# Forum Technical Questions >  >  Select multiple images

## JB

testing....

Added a new modification that allows multiple images to be selected when using the "insert image"

To select multiple images on MAC:
Hold down the "command key" and then click on the images you want to insert.

----------


## JB

pano-2014-lake-mary-flagstaff-2.jpgpano-2014-powell-b.jpgpano-2014-powell-c.jpgpano-2014-powell-d.jpg

----------


## Bart -my real name-

Bless you!

I see it also works on the phone.

Speaking of uploading from the phone, something changed in the last month or so.  Actually, it reverted to the way it was a year or so ago.

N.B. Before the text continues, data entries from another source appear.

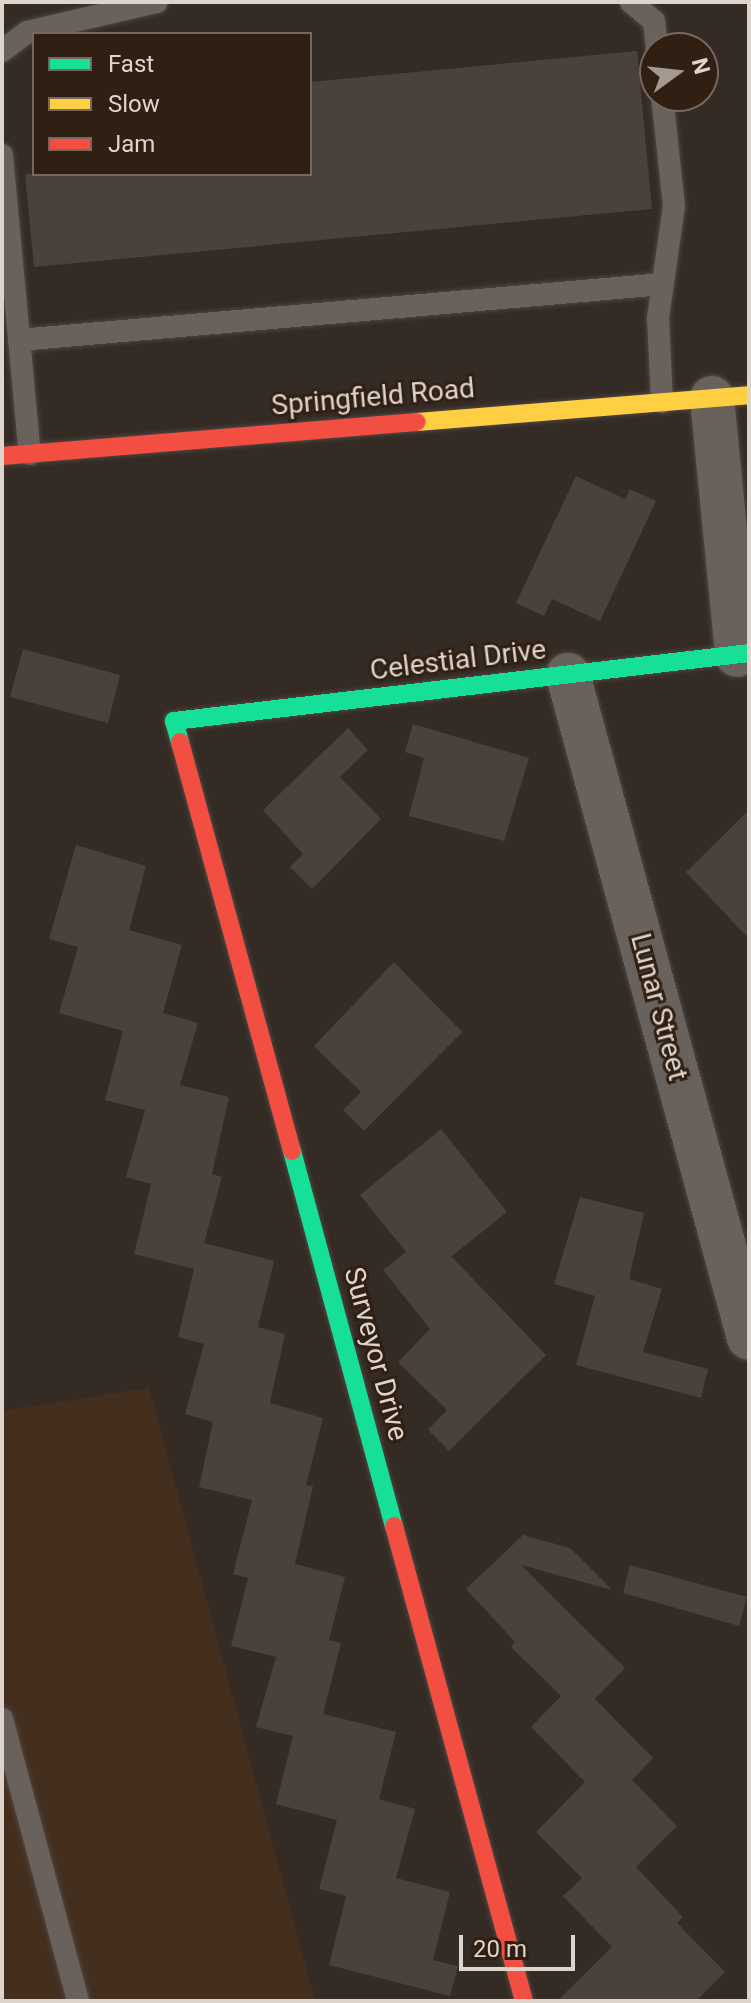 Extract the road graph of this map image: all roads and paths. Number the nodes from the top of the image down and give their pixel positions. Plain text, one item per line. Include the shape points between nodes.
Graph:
1 (157, 2) edge
2 (631, 2) edge
3 (655, 32) edge
4 (2, 51) edge
5 (664, 112) edge
6 (2, 155) edge
7 (663, 284) junction
8 (19, 340) junction
9 (730, 396) edge
10 (662, 402) junction
11 (30, 454) junction
12 (2, 456) edge
13 (743, 654) edge
14 (568, 675) junction
15 (174, 721) joint
16 (749, 1338) edge
17 (2, 1719) edge
18 (78, 2001) edge
19 (524, 2001) edge

1 - 4 lane via 27,32
2 - 3 lane via 654,21
5 - 7 lane via 674,206
6 - 8 lane
7 - 8 lane
7 - 10 lane via 658,318
8 - 11 lane
9 - 10 street, Springfield Road
9 - 13 street
10 - 11 street, Springfield Road
11 - 12 street, Springfield Road
13 - 14 street, Celestial Drive
14 - 15 street, Celestial Drive
14 - 16 street, Lunar Street
15 - 19 street, Surveyor Drive
17 - 18 lane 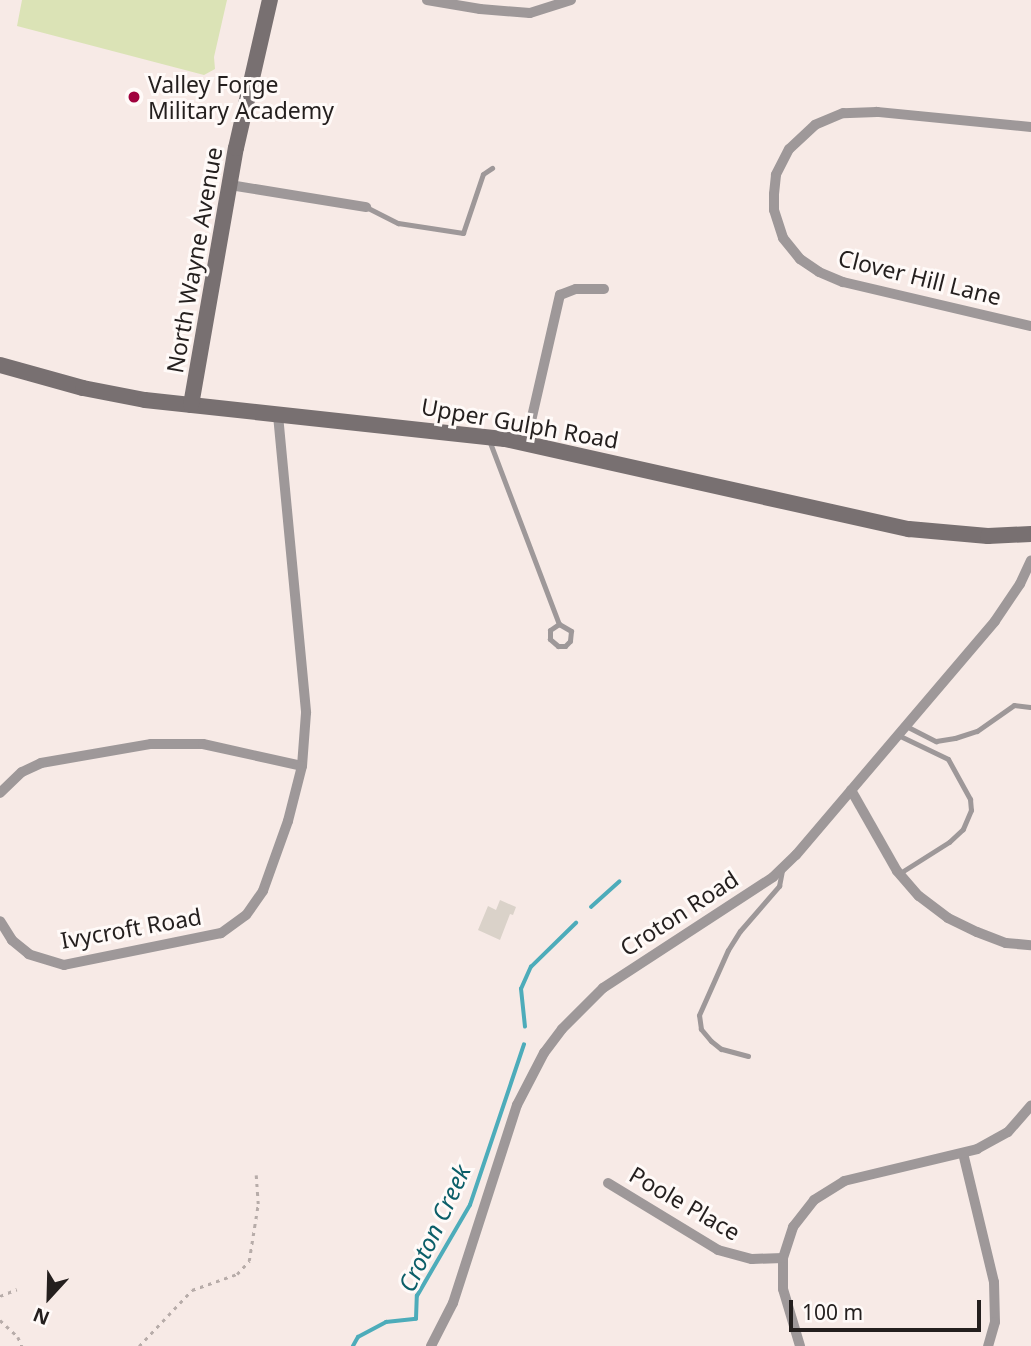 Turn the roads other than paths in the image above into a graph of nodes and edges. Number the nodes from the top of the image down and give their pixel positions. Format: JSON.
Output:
{"nodes":[{"id":1,"x":270,"y":0,"type":"edge"},
{"id":2,"x":427,"y":0,"type":"edge"},
{"id":3,"x":571,"y":0,"type":"edge"},
{"id":4,"x":1031,"y":127,"type":"edge"},
{"id":5,"x":492,"y":168,"type":"dead end"},
{"id":6,"x":230,"y":185,"type":"junction"},
{"id":7,"x":366,"y":206,"type":"joint"},
{"id":8,"x":604,"y":289,"type":"dead end"},
{"id":9,"x":1031,"y":326,"type":"edge"},
{"id":10,"x":0,"y":365,"type":"edge"},
{"id":11,"x":191,"y":405,"type":"junction"},
{"id":12,"x":278,"y":415,"type":"junction"},
{"id":13,"x":487,"y":437,"type":"junction"},
{"id":14,"x":526,"y":443,"type":"junction"},
{"id":15,"x":1031,"y":534,"type":"edge"},
{"id":16,"x":1031,"y":560,"type":"edge"},
{"id":17,"x":559,"y":624,"type":"junction"},
{"id":18,"x":1030,"y":707,"type":"edge"},
{"id":19,"x":906,"y":726,"type":"junction"},
{"id":20,"x":898,"y":735,"type":"junction"},
{"id":21,"x":302,"y":766,"type":"junction"},
{"id":22,"x":851,"y":790,"type":"junction"},
{"id":23,"x":0,"y":793,"type":"edge"},
{"id":24,"x":782,"y":868,"type":"junction"},
{"id":25,"x":899,"y":873,"type":"junction"},
{"id":26,"x":0,"y":921,"type":"edge"},
{"id":27,"x":1031,"y":945,"type":"edge"},
{"id":28,"x":748,"y":1056,"type":"dead end"},
{"id":29,"x":1031,"y":1106,"type":"edge"},
{"id":30,"x":963,"y":1153,"type":"junction"},
{"id":31,"x":608,"y":1183,"type":"dead end"},
{"id":32,"x":783,"y":1258,"type":"junction"},
{"id":33,"x":431,"y":1346,"type":"edge"},
{"id":34,"x":800,"y":1346,"type":"edge"},
{"id":35,"x":988,"y":1346,"type":"edge"}],
"edges":[{"from":1,"to":6,"type":"street","name":"North Wayne Avenue"},
{"from":2,"to":3,"type":"street"},
{"from":4,"to":9,"type":"street","name":"Clover Hill Lane"},
{"from":5,"to":7,"type":"lane"},
{"from":6,"to":7,"type":"street"},
{"from":6,"to":11,"type":"street","name":"North Wayne Avenue"},
{"from":8,"to":14,"type":"street"},
{"from":10,"to":11,"type":"street","name":"Upper Gulph Road"},
{"from":11,"to":12,"type":"street","name":"Upper Gulph Road"},
{"from":12,"to":13,"type":"street","name":"Upper Gulph Road"},
{"from":12,"to":21,"type":"street","name":"Ivycroft Road"},
{"from":13,"to":14,"type":"street","name":"Upper Gulph Road"},
{"from":13,"to":17,"type":"lane"},
{"from":14,"to":15,"type":"street","name":"Upper Gulph Road"},
{"from":16,"to":19,"type":"street","name":"Croton Road"},
{"from":17,"to":17,"type":"lane"},
{"from":18,"to":19,"type":"lane"},
{"from":19,"to":20,"type":"street","name":"Croton Road"},
{"from":20,"to":22,"type":"street","name":"Croton Road"},
{"from":20,"to":25,"type":"lane"},
{"from":21,"to":23,"type":"street"},
{"from":21,"to":26,"type":"street","name":"Ivycroft Road"},
{"from":22,"to":24,"type":"street","name":"Croton Road"},
{"from":22,"to":25,"type":"street"},
{"from":24,"to":28,"type":"lane"},
{"from":24,"to":33,"type":"street","name":"Croton Road"},
{"from":25,"to":27,"type":"street"},
{"from":29,"to":30,"type":"street"},
{"from":30,"to":32,"type":"street"},
{"from":30,"to":35,"type":"street"},
{"from":31,"to":32,"type":"street","name":"Poole Place"},
{"from":32,"to":34,"type":"street"}]}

In the summer and fall and even into December, when I uploaded a photo from my phone, the little pop-up window would be in the center of the screen and of a pretty good size.  Lately, (and a year ago) the pop up window is tiny, and sometimes it's not even visible on my phone screen.  I have to zoom out of the window I was typing in to see it and it's very, very small.  This problem went away for a while, where the size of the pop window was large and stayed the same size if you zoomed in or out on the background window.

I'm not sure if what I'm saying is understandable at all or just confusing!  Sorry about that.

----------


## andynap

Is this just for iOS?

----------


## JEK

No, works on a Mac, must work the same way on a PC with a CTL key instead of a CMD key.

----------


## KevinS

SBH June 2005 005.jpg


Cap Au Sud Front.jpg

This does not work on a PC using the CTRL key.  The above two images are from two attempts to upload three images.  Only the final image uploaded.

----------


## andynap

> No, works on a Mac, must work the same way on a PC with a CTL key instead of a CMD key.



So you need a keyboard

----------


## JEK

No, works on iOS -- allows multiple selection. I don't follow Kevin's comments -- I see two images, but he said that only the last one loaded.

----------


## andynap

No- I have a keyboard for my iPad. I'll see if it works.

----------


## KevinS

> No, works on iOS -- allows multiple selection. I don't follow Kevin's comments -- I see two images, but he said that only the last one loaded.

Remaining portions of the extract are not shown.